Sobre suas expressões através da moda, Júlia diz ser um processo que se divide muito. Por vezes, acontece de forma orgânica, onde ela vai pegando referências sem perceber ou faz escolhas porque gosta de algo sem se preocupar com um conceito específico. Porém, existem também os momentos os quais se usa de referências de artistas e conceitos que vê, tentando, à sua maneira e realidade, imitar esses estilos, adotando-os para si.


Júlia Morais conta que, antes de revitalização do Jardim e pré-pandemia, frequentava o ambiente, ficando majoritariamente na parte ocupada pelos alunos da UFOP. Segundo ela, é realmente perceptível essa separação no ambiente e, por vezes, as pessoas numa parte do local nem mesmo se dão conta do que acontece em outras áreas do Jardim.

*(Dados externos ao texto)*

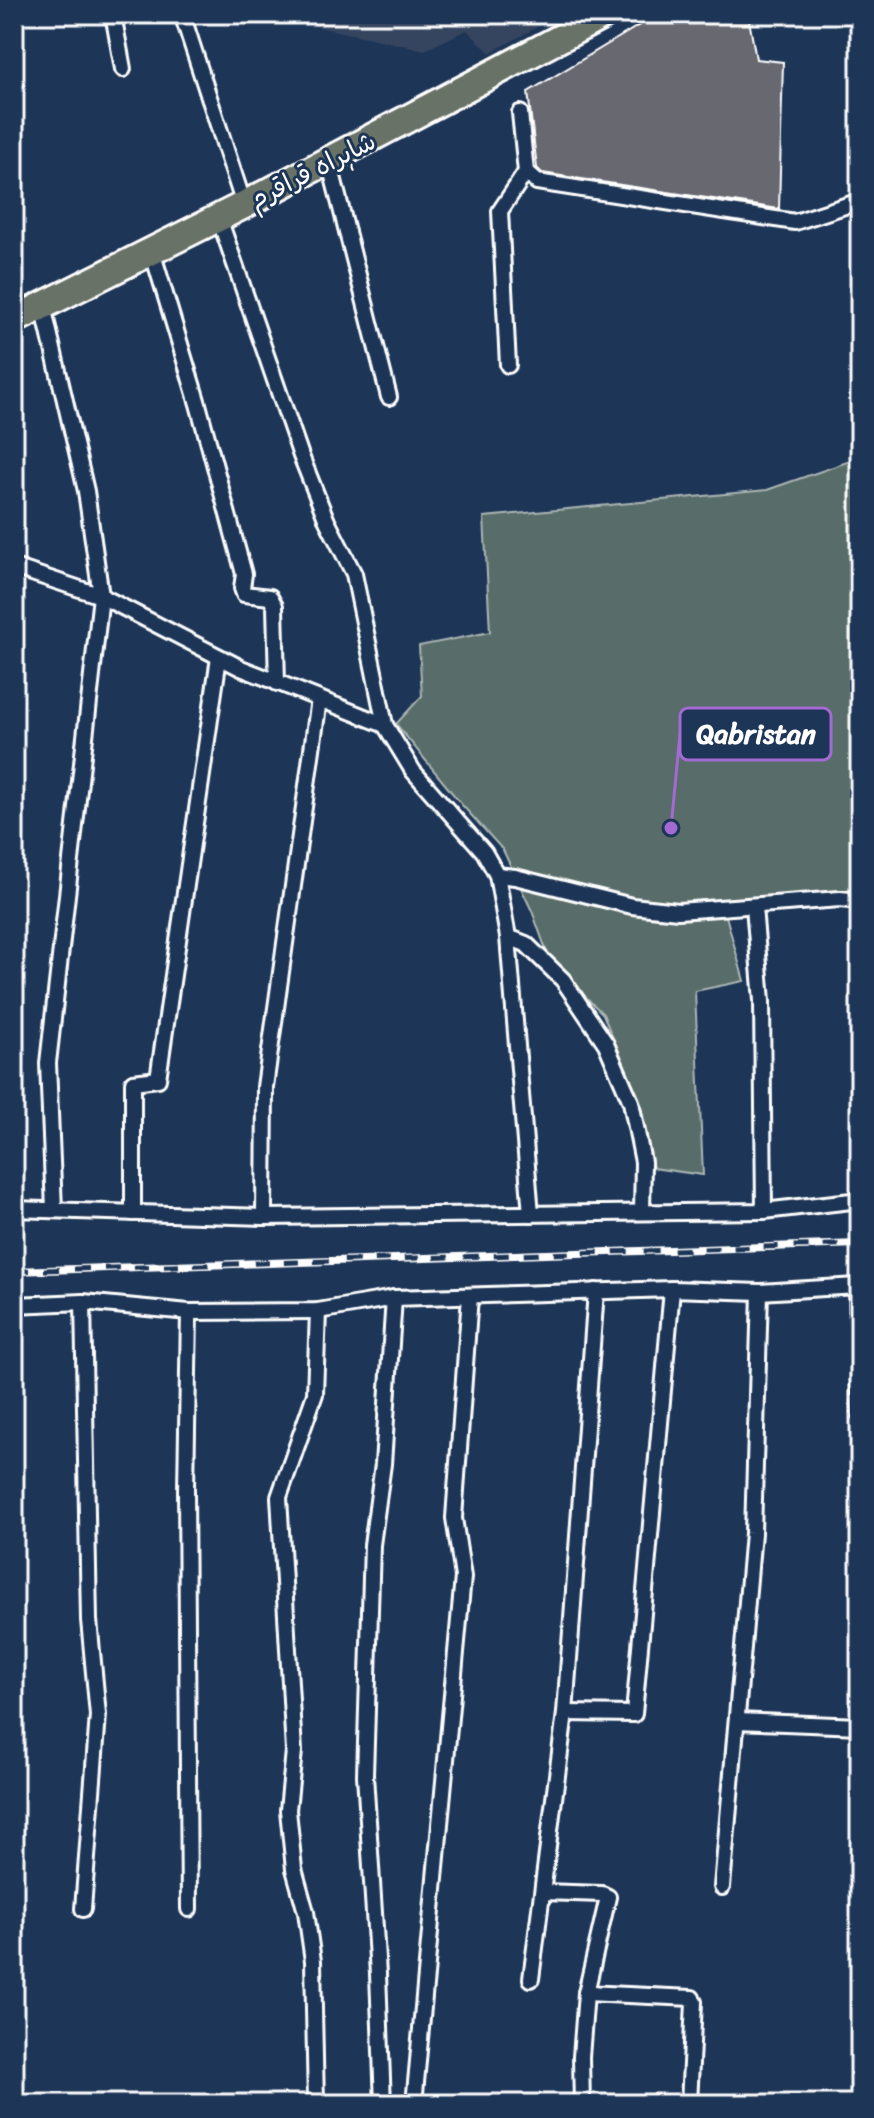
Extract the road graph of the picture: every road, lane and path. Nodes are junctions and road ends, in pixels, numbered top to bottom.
1 (113, 14) edge
2 (182, 14) edge
3 (606, 14) edge
4 (123, 69) dead end
5 (520, 113) dead end
6 (329, 161) junction
7 (526, 172) junction
8 (860, 201) edge
9 (244, 205) junction
10 (219, 218) junction
11 (152, 251) junction
12 (43, 306) junction
13 (14, 320) edge
14 (508, 365) dead end
15 (389, 397) dead end
16 (14, 567) edge
17 (101, 596) junction
18 (219, 657) junction
19 (277, 683) junction
20 (319, 699) junction
21 (385, 725) junction
22 (497, 875) junction
23 (860, 901) edge
24 (754, 907) junction
25 (508, 937) junction
26 (860, 1199) edge
27 (14, 1209) edge
28 (54, 1210) junction
29 (642, 1211) junction
30 (764, 1211) junction
31 (133, 1213) junction
32 (531, 1214) junction
33 (264, 1217) junction
34 (858, 1286) edge
35 (672, 1289) junction
36 (596, 1291) junction
37 (760, 1292) junction
38 (470, 1296) junction
39 (394, 1298) junction
40 (83, 1302) junction
41 (14, 1305) edge
42 (318, 1311) junction
43 (189, 1312) junction
44 (860, 1414) edge
45 (565, 1713) junction
46 (737, 1721) junction
47 (860, 1726) edge
48 (722, 1887) dead end
49 (543, 1892) junction
50 (83, 1909) dead end
51 (189, 1909) dead end
52 (531, 1979) dead end
53 (586, 1993) junction
54 (316, 2104) edge
55 (383, 2104) edge
56 (414, 2104) edge
57 (582, 2104) edge
58 (689, 2104) edge

1 - 4 street
2 - 9 street
3 - 6 highway, شاہراہ قراقرم
5 - 7 street
6 - 9 highway, شاہراہ قراقرم
6 - 15 street
7 - 8 street
7 - 14 street
9 - 10 highway, شاہراہ قراقرم
10 - 11 highway, شاہراہ قراقرم
10 - 21 street
11 - 12 highway, شاہراہ قراقرم
11 - 19 street
12 - 13 highway, شاہراہ قراقرم
12 - 17 street
16 - 17 street
17 - 18 street
17 - 28 street
18 - 19 street
18 - 31 street
19 - 20 street
20 - 21 street
20 - 33 street
21 - 22 street
22 - 24 street
22 - 25 street
23 - 24 street
24 - 30 street
25 - 29 street
25 - 32 street
26 - 30 street
27 - 28 street
28 - 31 street
29 - 30 street
29 - 32 street
31 - 33 street
32 - 33 street
34 - 37 street
34 - 44 street
35 - 36 street
35 - 37 street
35 - 45 street
36 - 38 street
36 - 45 street
37 - 46 street
38 - 39 street
38 - 56 street
39 - 42 street
39 - 55 street
40 - 41 street
40 - 43 street
40 - 50 street
42 - 43 street
42 - 54 street
43 - 51 street
45 - 49 street
46 - 47 street
46 - 48 street
49 - 52 street
49 - 53 street
53 - 57 street
53 - 58 street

Vez ou outra, pessoas eram abordadas pela polícia, brigas aconteciam e poucas pessoas percebiam, mostrando realmente haver uma desconexão de muitos com todos os pertencentes do local.

O direito inegociável de se expressar

Com toda essa diversidade, é perceptível como, enquanto sociedade, pertencer a algum grupo é um anseio forte em cada pessoa. Assim, seja qual for seu estilo, à sua maneira, cada um tem o direito de se expressar, transitar e se vestir da forma que lhe convém, sem ter que se ater às amarras ou aos preconceitos.


Como percebemos nestes grupos de afeto, é comum que pessoas sejam estigmatizadas pela sua aparência e formas de se expressar. Essa atitude é um mecanismo humano de reconhecer padrões e que, nos contextos corretos e em uma sociedade sem preconceitos, auxilia pessoas a se agruparem com seus semelhantes, facilitando assim esse processo de socialização e integração cultural.